La céramisation consiste à fixer par échange d'ions les
PF sur des titanates, le matériau pulvérulent obtenu est séché
et fritté sous pression. le procédé australien SYNROC en
est une variante qui utilise les composé mixtes de Ti, Zr, Ba cristallins
naturels On substitue un radioélément à l'un des composés
du minerai : dans la hollandite, l'un des minéraux artificiels SYNROC, le
césium radioactif prend la place du baryum. cependant ces réseaux
cristallins sont friables au bombardements des radioéléments captés.

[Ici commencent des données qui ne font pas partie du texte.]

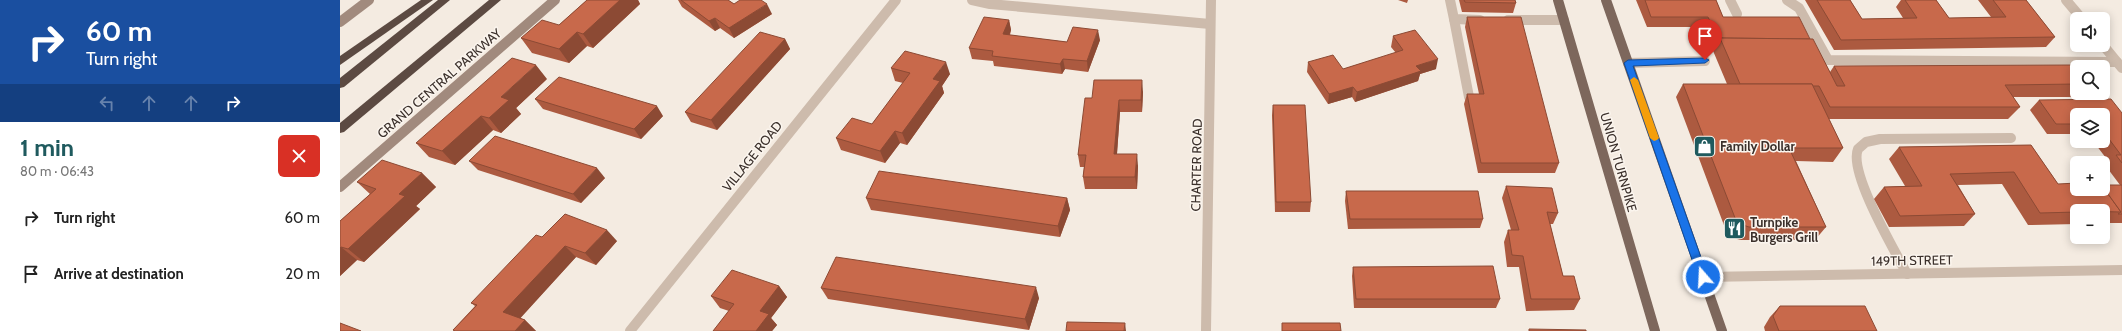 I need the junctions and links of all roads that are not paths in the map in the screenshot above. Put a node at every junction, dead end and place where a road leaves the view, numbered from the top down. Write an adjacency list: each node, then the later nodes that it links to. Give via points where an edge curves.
1 (369, 0): 19 (main road)
2 (428, 0): 23 (highway)
3 (445, 0): 26 (highway)
4 (496, 0): 28 (highway, GRAND CENTRAL PARKWAY)
5 (555, 0): 30 (main road, GRAND CENTRAL PARKWAY)
6 (896, 0): 34 (street, VILLAGE ROAD)
7 (972, 0): 20 (street, via 990,4)
8 (1211, 0): 20 (street, CHARTER ROAD)
9 (1450, 0): 17 (street)
10 (1558, 0): 18 (main road, UNION TURNPIKE)
11 (1606, 0): 24 (main road)
12 (1730, 0): 16 (street)
13 (1787, 0): 25 (street, via 1799,8 1828,60)
14 (2066, 0): 15 (street)
15 (2076, 12)
16 (1737, 14)
17 (1454, 19): 18 (street); 27 (street)
18 (1564, 20): 36 (main road, UNION TURNPIKE)
19 (340, 22)
20 (1210, 24): 35 (street, CHARTER ROAD)
21 (2109, 52): 25 (street)
22 (1705, 60): 24 (street)
23 (340, 61)
24 (1628, 63): 33 (main road)
25 (2120, 65)
26 (340, 84)
27 (1469, 97)
28 (340, 130)
29 (2011, 138): 32 (street, via 1880,139 1860,146 1857,158 1861,180)
30 (340, 187)
31 (2122, 270): 32 (street, 149TH STREET)
32 (1907, 274): 33 (street, 149TH STREET)
33 (1703, 277): 37 (main road)
34 (630, 331)
35 (1206, 331)
36 (1655, 331)
37 (1722, 331) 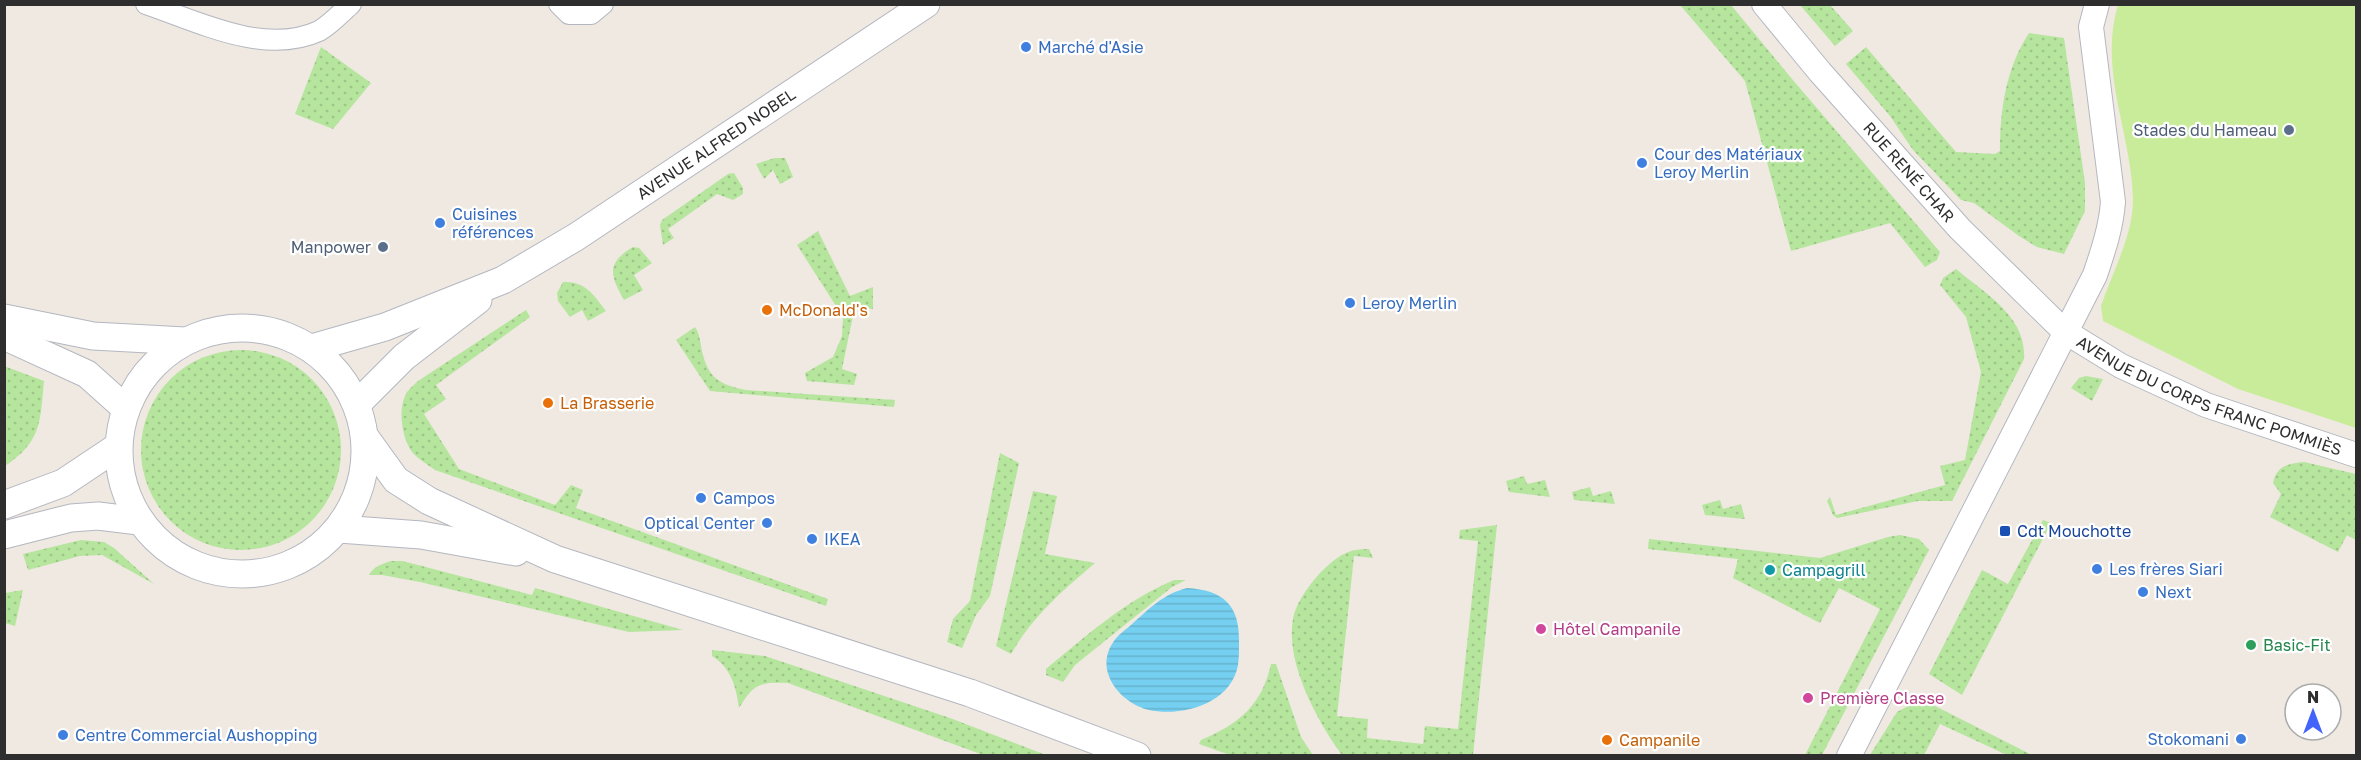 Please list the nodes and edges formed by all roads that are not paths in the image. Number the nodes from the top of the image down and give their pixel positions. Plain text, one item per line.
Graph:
1 (146, 4) edge
2 (351, 4) edge
3 (559, 4) edge
4 (603, 4) edge
5 (926, 4) edge
6 (1764, 4) edge
7 (2097, 4) edge
8 (503, 280) junction
9 (4, 318) edge
10 (2064, 331) junction
11 (4, 336) edge
12 (185, 341) junction
13 (312, 348) junction
14 (357, 404) junction
15 (125, 408) junction
16 (365, 437) junction
17 (117, 447) junction
18 (2356, 455) edge
19 (4, 505) edge
20 (139, 521) junction
21 (339, 528) junction
22 (4, 535) edge
23 (555, 559) junction
24 (1137, 756) edge
25 (1850, 756) edge

1 - 2 street
3 - 4 street
5 - 8 main road, AVENUE ALFRED NOBEL
6 - 10 street, RUE RENÉ CHAR
7 - 10 street
8 - 13 main road, AVENUE ALFRED NOBEL
8 - 14 main road, AVENUE ALFRED NOBEL
9 - 12 main road
10 - 18 street, AVENUE DU CORPS FRANC POMMIÈS
10 - 25 street
11 - 15 main road
12 - 13 main road
12 - 15 main road
13 - 14 main road
14 - 16 main road
15 - 17 main road
16 - 21 main road
16 - 23 main road
17 - 19 main road
17 - 20 main road
20 - 21 main road
20 - 22 main road
21 - 23 main road
23 - 24 main road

Quel degré de fiabilité peut on accorder à l'enrobage
siliceux?
En étude de vieillissement accéléré, des
essais de simulation à 10000ans de stockage de verre dopés à
3-7% de plutonium renfermant de l'isotope 30 % Pu238 ont monté une altération
profondes des propriétés mécaniques de ces verres avec séparation
des phases. Des tests de dissolution de verre à l'eau de lixivation
maintenue durant 10 jours à 100 degrés ont révélé
des taux de lixivation immédiate à prendre en considération,
de l'ordre de 10-3 à 10-4 g/cm
Mais la corrosion biologique intervient aussi. Des études réalisées
à l'INRA et au Laboratoire de Cryptogamie de Montpellier, à la
demande du CEA, montraient que des variétés de champignons inférieurs
tels que le Penicillium notatum assez commun et l'Aspergillus astellodami,
pouvaient très bien inclure la silice dans leur métabolisme. Ils
corrodent aisément le verre mais semblent mieux respecter le verre
borrosilicaté R7T7, renfermant peu de fer et de magnésium, mais
des traces d'oxydes de zinc anticryptogamique. Les céramiques par contre
ne résisteraient pas à ces fungi et le SYNROC serait vulnérable
au sidérobactéries.
On ne pourra donc pas prétendre que ces verres soient suffisamment
inertes et stables pour permettre à eux seuls un confinement idéal
jusqu'à la fin des temps mais qu'ils représentent une première
barrière entre la radioactivité et l'environnement.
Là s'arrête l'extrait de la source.